Remember, we can always move a term from the bottom of a fraction up to the top by making its power negative. Therefore, we can write our equation as $$tan(\theta) = 5x^{-1}.$$

Now that we just have a constant multiplied by an x term to a constant power, we can use the power rule instead of the quotient rule on the right side of the equation. We do still have to use the chain rule, but at least we made things a bit simpler. In order to find the derivative of \(tan(\theta)\) we would need to use the fact that \(tan(x)=\frac{sin(x)}{cos(x)}\) then use the quotient rule. I’m not going to show this process, but instead I’ll use Wolfram Alpha to find that $$\frac{d}{dx} tan(x) = sec^2(x) = \frac{1}{cos^2(x)}.$$

Applying this to our problem we can implicitly differentiate our equation. $$\frac{d}{dt} \big[ tan(\theta) \big]= \frac{d}{dt} \Big[ 5x^{-1} \Big]$$ $$sec^2(\theta) \cdot \frac{d \theta}{dt} = -5x^{-2} \cdot \frac{dx}{dt}$$

4. Solve for desired rate of change

Remember the thing we need to find in this problem is the rate of change of x. So all we need to do now is isolate \(\frac{dx}{dt}\) because that’s exactly what represents the rate of change of x. $$sec^2(\theta) \cdot \frac{d \theta}{dt} = -5x^{-2} \cdot \frac{dx}{dt}$$ $$-\frac{1}{5} sec^2(\theta) \cdot \frac{d \theta}{dt} = x^{-2} \cdot \frac{dx}{dt}$$ $$-\frac{1}{5} x^2 \cdot sec^2(\theta) \cdot \frac{d \theta}{dt} = \frac{dx}{dt}$$

And once we’ve done that, we just need to plug in all of the other variables to find \(\frac{dx}{dt}\)! The other variables that we’ll need to plug in are x, \(\theta\), and \(\frac{d \theta}{dt}\).

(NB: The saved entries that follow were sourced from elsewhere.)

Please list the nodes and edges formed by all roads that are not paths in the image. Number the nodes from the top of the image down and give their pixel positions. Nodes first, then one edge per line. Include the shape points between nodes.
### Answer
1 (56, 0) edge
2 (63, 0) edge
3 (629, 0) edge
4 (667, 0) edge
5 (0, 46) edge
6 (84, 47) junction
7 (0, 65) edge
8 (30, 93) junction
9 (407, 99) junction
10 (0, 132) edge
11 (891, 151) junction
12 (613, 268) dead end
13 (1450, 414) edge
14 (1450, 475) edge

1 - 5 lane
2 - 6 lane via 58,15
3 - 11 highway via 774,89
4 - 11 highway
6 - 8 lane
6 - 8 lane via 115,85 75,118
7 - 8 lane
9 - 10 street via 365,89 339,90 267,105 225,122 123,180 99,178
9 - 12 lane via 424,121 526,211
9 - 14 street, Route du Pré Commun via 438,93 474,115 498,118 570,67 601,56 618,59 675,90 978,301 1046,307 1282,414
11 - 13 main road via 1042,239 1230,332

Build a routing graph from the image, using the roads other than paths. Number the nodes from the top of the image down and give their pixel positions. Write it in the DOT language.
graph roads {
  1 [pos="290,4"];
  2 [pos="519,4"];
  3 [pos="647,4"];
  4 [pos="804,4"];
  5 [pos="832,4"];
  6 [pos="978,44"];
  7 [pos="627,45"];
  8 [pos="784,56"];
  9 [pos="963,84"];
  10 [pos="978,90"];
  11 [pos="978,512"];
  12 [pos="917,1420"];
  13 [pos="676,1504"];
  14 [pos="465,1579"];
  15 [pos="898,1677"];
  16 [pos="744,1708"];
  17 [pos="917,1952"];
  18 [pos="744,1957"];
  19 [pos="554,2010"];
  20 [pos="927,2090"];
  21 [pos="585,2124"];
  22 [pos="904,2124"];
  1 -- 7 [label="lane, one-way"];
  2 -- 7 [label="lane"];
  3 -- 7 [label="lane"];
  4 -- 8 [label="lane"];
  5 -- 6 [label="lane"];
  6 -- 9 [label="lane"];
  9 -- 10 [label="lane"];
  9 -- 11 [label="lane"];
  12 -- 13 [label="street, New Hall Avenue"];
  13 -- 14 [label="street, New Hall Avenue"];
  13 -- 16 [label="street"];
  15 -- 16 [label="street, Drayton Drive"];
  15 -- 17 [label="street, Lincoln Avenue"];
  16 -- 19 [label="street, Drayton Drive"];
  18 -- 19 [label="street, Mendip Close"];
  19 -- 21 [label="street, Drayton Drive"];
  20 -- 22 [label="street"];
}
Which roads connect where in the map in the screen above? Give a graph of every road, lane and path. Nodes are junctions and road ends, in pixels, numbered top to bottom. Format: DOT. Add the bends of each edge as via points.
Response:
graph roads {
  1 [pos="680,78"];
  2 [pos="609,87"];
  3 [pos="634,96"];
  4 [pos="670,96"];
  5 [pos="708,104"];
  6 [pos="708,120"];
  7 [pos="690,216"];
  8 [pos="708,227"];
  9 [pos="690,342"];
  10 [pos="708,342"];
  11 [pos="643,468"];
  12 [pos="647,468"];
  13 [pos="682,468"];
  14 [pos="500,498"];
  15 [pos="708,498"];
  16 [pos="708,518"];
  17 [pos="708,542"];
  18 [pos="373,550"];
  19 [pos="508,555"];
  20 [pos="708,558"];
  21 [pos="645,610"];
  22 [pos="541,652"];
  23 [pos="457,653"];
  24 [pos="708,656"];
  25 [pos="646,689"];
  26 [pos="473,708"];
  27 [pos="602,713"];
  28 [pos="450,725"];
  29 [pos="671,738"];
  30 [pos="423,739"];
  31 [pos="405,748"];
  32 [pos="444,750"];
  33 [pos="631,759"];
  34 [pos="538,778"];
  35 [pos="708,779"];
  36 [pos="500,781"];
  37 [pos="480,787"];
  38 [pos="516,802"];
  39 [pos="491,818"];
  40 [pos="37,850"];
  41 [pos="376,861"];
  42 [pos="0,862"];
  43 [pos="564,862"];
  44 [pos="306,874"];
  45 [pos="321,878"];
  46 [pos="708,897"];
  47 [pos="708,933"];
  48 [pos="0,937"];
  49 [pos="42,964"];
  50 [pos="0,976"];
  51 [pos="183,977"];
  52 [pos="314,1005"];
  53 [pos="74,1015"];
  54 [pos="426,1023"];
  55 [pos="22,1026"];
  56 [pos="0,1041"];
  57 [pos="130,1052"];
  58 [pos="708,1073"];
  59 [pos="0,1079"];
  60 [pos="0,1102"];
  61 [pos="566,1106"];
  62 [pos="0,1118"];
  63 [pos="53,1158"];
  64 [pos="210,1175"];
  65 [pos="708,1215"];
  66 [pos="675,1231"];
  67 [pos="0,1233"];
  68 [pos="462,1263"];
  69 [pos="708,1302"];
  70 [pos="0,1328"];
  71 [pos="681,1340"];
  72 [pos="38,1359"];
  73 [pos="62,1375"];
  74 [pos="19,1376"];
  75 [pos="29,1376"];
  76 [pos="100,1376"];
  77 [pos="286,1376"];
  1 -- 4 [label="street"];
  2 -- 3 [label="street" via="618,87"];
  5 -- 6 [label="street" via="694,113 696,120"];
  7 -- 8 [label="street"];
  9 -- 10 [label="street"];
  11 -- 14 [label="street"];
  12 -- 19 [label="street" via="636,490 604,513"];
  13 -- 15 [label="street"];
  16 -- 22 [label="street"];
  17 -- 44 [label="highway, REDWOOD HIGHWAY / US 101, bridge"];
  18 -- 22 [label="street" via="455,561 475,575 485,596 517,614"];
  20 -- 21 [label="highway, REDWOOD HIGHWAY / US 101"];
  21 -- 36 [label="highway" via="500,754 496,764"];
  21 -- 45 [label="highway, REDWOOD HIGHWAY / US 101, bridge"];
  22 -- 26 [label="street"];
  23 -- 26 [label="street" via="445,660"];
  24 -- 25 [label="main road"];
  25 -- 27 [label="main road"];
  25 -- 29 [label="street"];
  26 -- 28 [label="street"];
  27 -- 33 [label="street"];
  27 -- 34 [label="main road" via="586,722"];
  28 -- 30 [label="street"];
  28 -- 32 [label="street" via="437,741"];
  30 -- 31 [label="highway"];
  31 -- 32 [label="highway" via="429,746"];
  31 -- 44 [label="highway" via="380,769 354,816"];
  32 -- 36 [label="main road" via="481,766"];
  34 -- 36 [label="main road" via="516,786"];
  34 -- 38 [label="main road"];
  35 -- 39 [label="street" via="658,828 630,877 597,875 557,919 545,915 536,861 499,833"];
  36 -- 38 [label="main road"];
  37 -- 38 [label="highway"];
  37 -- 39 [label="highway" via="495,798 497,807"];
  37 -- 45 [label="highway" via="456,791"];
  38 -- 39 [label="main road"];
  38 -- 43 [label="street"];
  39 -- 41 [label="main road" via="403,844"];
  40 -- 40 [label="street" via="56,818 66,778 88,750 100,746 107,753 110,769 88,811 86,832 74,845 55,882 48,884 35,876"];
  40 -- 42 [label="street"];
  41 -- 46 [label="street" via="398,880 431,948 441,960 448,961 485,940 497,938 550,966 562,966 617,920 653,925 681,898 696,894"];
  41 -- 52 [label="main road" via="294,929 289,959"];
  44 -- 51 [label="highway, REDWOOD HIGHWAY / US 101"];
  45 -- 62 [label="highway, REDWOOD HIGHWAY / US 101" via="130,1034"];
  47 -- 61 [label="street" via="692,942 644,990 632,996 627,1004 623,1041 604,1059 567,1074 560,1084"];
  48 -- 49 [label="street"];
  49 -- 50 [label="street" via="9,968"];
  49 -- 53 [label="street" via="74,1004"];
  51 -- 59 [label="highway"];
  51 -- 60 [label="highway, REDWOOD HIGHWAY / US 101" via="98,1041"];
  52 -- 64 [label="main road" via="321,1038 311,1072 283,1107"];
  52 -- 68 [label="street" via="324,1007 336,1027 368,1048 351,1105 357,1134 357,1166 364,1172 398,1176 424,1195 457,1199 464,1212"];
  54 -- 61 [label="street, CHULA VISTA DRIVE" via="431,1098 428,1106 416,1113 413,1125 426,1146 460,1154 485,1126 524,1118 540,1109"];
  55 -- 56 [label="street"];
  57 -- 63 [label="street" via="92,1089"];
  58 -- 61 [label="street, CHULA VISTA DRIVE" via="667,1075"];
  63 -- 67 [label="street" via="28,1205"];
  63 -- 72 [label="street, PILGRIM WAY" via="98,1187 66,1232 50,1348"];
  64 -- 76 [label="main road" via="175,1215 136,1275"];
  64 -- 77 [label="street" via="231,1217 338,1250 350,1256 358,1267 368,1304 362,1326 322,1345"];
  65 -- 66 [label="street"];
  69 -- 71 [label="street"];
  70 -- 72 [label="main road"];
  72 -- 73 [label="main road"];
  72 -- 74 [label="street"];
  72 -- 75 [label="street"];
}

We already know from the actual problem that “the angle of elevation is \(\pi\)/3,” and “this angle is decreasing at a rate of \(\pi\)/6 rad/min.” This directly tells us that $$\theta = \frac{\pi}{3}.$$ And since this angle is decreasing we know its rate of change will be negative, so $$\frac{d \theta}{dt} = -\frac{\pi}{6}.$$

Now we just need to find x. Since it wasn’t directly given, finding x will require a little work but it’s not too complicated.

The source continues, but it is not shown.